My time the last week has been filled with meeting people and trying to impart into them what the Lord has imparted into me. I believe I have a great Spiritual responsibility to this Island, even if at times I find it incredibly hard to remain here. Tomorrow and through the week I continue to do visitations and make the most of whatever opportunity the Lord gives to me.

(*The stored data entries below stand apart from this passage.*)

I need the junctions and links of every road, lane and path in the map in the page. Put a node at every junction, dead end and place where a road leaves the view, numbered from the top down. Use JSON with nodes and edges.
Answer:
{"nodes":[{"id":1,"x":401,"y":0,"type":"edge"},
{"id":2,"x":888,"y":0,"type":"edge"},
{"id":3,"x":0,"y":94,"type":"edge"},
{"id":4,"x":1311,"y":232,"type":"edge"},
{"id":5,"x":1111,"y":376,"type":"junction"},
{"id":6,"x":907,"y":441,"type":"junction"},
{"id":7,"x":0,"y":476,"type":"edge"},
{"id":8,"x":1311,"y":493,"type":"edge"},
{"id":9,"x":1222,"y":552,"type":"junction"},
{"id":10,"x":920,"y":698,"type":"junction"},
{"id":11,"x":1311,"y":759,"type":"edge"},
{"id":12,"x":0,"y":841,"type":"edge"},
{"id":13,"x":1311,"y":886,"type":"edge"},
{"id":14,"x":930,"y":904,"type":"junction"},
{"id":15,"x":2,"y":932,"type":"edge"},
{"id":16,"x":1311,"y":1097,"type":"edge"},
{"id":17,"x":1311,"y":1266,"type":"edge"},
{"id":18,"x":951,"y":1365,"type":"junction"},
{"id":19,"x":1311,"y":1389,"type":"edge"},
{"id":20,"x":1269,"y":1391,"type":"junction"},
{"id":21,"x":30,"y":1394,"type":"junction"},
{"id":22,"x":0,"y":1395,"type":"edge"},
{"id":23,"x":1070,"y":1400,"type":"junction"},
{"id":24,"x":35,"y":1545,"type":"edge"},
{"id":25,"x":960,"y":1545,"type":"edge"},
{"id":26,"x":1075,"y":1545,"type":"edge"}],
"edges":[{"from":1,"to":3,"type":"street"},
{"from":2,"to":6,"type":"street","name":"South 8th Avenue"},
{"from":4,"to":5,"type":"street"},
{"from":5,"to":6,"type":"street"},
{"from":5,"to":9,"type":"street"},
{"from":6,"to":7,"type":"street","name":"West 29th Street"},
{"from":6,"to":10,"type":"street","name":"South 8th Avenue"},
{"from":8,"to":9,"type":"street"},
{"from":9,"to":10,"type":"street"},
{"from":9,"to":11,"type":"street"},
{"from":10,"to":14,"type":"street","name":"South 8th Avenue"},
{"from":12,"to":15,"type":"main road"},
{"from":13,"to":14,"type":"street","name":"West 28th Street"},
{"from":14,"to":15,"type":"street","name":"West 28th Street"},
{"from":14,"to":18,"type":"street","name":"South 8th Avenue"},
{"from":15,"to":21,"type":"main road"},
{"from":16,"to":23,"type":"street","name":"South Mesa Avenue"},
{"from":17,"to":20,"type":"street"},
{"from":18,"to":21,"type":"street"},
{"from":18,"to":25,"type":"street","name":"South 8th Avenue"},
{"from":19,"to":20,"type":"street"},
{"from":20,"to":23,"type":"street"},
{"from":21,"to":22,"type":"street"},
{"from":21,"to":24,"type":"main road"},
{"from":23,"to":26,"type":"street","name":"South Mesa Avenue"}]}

Tuesday, November 13, 2007
Saturday, November 10, 2007
hidden (re-entry as it can be)
I dont really know what to do, or how to feel, or anything at all right now. I just want to escape by myself for awhile. Lock myself away for about a week and have no communication with absolutely anything except God. I desire His friendship right now as much as I would desire air if I were being held under water. Quietness and peace are necessities I cannot be without in this time. I should just stop; there are people in this world who actually have a good reason to feel........................I cant think of a good word to describe how I feel. Sometimes missionaries lead lonely lives. Maybe they don't, but maybe sometimes they feel like they do. It's part of the cost, I guess. I don't know. I'm tired and need God to minister to me; goodnight. I hope He fills all our sleep tonight with dreams of encouragement.
Wednesday, November 07, 2007
And then.......
Well, I've been back in Canada for a week and I've mixed feelings about the whole thing. It is great to be back and syeeing some of my bestest friends still going hard after God. John, in his 3rd letter says, "I have no greater joy than this, to hear of my children walking in the truth." (3John 4) . I absolutely adore this scripture and kind of have adopted it and I keep it close to me. I truly desire to see everyone walking close to God and running hard the race.
The opportunities to minister have been abundant here. Through the last week I have been able to speak at a nursing home, sing songs and pray at a hospital, do visitations with children from broken homes, do street and bar evangelism; sunday we did another nursing home service, and monday I got to speak at another nursing home. It has truly been awesome. God has really been speaking to me since I returned about taking and making the most of EVERY opportunity He gives me. Of being a good steward of opportunity. It has been good. He makes up for my inadequecies. It was a good weekend as well. I spent most of it at TACF. Heidi Baker was ministering thursday eve and friday eve, wih Ruth Fazal and Kelly Warren leading worship respectively. It was an awesome few days and now I pray for the opportunity to give out of what I recieved there.
So now, I return to PEI. I wil be there by next week and will remain through the holidays. What is next? Who knows? I sure don't. I have high expectations for what God is gonna do over the next 6-7 weeks though. Blessings to you all, He is good.
Thursday, November 01, 2007
Why did the Pope, Mother Teresa, and St Francis cross the road?
Last night was obviously Halloween and I wanted to go to the bars dressed as religious icons and spread the Good News of what Jesus has done for people. Colin Jackson and I went to Niagra Falls to look for costumes and when we were there I convinced him and Jenny Brown to dress up as the Pope and Mother Teresa (respectively). So, we did.
We realized just how much people need Jesus. In Africa they are all to ready to admit their need for Him; it's obvious. Here in the 1st World people need Him just as much, they just don't realize it. Help us reach the world Lord, please.